Workers in the United States have certain basic protections. You have the right to a fair wage. You also have the right to basic accommodations if you get hurt on the job and have to work with a broken arm for several weeks. Workers have protection when they went to organize a union or when they want to push back against harassment by a manager.
Unfortunately, even though federal and state laws protect employees, there are businesses that will punish workers who speak up for themselves or make use of those legal rights. Retaliation or punitive actions taken against workers engaged in legal behavior is a violation of someone’s employment rights that can open a company up to litigation.
What are some of the most common kinds of retaliation?
Termination of the worker involved
Companies technically have the right to fire anyone with very little explanation. However, they do not have the right to fire workers as a punishment for making use of their rights.
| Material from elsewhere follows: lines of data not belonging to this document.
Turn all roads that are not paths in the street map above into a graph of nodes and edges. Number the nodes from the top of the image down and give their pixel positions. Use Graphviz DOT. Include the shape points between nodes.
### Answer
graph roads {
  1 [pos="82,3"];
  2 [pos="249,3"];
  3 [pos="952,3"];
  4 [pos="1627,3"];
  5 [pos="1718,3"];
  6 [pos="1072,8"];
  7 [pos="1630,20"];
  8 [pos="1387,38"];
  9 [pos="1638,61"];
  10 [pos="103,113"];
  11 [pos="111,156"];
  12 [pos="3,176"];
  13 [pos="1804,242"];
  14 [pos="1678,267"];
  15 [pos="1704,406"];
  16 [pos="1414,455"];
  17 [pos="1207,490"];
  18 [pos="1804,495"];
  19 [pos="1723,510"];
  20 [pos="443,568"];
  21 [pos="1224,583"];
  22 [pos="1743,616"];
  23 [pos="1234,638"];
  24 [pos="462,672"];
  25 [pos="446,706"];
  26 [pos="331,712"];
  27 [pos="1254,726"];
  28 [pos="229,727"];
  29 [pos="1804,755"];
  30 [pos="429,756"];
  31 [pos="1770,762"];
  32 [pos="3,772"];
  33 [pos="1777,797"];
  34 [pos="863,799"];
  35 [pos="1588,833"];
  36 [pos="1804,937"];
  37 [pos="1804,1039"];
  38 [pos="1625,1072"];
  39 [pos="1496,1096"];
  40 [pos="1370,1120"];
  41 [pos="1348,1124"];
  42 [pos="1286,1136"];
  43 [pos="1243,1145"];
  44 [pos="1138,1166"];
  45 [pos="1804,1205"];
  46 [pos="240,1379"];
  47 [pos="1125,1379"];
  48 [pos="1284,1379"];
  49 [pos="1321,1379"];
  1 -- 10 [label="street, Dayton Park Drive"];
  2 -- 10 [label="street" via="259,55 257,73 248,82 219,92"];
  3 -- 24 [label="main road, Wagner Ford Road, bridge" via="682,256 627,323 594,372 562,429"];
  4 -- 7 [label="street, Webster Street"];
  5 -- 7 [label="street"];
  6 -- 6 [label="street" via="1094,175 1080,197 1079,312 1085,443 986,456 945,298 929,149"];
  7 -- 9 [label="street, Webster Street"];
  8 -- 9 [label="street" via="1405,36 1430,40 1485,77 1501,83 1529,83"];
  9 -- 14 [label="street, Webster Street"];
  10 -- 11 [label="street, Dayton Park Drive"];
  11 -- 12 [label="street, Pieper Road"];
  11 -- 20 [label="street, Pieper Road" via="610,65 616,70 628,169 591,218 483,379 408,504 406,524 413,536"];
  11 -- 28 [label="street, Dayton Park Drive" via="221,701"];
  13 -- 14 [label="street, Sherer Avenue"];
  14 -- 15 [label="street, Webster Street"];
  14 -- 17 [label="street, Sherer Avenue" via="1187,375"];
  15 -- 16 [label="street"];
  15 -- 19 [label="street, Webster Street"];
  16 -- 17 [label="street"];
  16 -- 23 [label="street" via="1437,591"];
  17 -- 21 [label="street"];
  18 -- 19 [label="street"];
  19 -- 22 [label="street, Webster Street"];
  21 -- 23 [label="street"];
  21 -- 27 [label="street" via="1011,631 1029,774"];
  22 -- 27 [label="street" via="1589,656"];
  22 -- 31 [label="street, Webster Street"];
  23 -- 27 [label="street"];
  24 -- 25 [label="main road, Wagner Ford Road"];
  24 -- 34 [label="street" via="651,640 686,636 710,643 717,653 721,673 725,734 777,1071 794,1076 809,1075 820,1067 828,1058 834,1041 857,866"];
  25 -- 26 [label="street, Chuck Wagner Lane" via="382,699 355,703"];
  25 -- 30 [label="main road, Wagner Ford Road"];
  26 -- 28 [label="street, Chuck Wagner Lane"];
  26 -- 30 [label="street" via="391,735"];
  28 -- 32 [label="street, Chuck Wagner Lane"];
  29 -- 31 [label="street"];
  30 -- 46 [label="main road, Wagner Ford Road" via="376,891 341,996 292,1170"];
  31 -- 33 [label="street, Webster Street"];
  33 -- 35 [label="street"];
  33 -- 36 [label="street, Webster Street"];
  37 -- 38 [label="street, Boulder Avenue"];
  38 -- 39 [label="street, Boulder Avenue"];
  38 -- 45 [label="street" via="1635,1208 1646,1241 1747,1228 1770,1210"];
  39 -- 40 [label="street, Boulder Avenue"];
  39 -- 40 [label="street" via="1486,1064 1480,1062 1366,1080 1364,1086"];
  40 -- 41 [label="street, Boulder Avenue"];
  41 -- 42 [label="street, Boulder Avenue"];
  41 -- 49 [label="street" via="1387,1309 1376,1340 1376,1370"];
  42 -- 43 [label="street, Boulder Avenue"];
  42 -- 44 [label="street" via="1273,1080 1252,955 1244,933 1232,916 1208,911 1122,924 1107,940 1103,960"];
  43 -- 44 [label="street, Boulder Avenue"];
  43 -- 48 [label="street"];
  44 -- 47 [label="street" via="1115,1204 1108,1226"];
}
If a company terminates a worker immediately after they report misconduct or ask for different job responsibilities during medical treatment, their termination may be a form of retaliation and therefore a wrongful termination.
Transfers and demotions
If you make a complaint about a supervisor who keeps touching you despite your complaints, it is that supervisor who should end up working in a different department or on another shift, not you.
Unfortunately, there are plenty of businesses that want to protect their higher-paid or high-performing employees even when they are guilty of misconduct toward other workers. If the company seeks to move or demote you after you make a complaint or a request, that could be retaliation as well.
Your boss doesn’t have to immediately fire you to do lasting damage to your professional goals because you spoke up and made use of your basic rights. They can write you up repeatedly or draft negative performance reviews implying that you are not a great employee. They might even give you poor references when new employers call to check on you. Such actions could limit your opportunities for better jobs and better pay.
Recognizing when your employer has retaliated against you can help you document their misconduct and pursue justice for the impact of their actions.